◆ EXERCISE DESCRIPTION ◆
Working through the lines below, return each one that holds "crossings".
START INPUT DATA
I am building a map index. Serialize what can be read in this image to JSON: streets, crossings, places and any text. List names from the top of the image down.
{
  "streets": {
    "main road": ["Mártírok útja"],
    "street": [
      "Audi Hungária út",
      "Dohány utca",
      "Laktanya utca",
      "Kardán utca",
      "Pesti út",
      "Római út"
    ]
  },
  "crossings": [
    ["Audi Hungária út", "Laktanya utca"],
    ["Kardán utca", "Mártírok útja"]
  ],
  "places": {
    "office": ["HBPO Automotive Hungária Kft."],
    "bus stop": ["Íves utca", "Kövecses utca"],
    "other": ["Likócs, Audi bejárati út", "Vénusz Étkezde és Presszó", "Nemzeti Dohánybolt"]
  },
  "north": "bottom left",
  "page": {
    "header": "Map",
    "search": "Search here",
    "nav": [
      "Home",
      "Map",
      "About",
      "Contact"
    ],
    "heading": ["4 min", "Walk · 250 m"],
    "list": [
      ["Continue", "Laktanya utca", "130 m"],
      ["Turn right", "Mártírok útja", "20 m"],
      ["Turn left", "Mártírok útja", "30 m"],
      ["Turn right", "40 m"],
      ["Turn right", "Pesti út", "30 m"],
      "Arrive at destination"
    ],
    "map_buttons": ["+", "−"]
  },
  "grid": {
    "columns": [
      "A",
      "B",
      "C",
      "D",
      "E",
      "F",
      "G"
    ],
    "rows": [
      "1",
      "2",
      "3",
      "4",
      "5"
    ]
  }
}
END INPUT DATA
◆ ANSWER TO THE EXERCISE ◆
I am building a map index. Serialize what can be read in this image to JSON: streets, crossings, places and any text. List names from the top of the image down.
  "crossings": [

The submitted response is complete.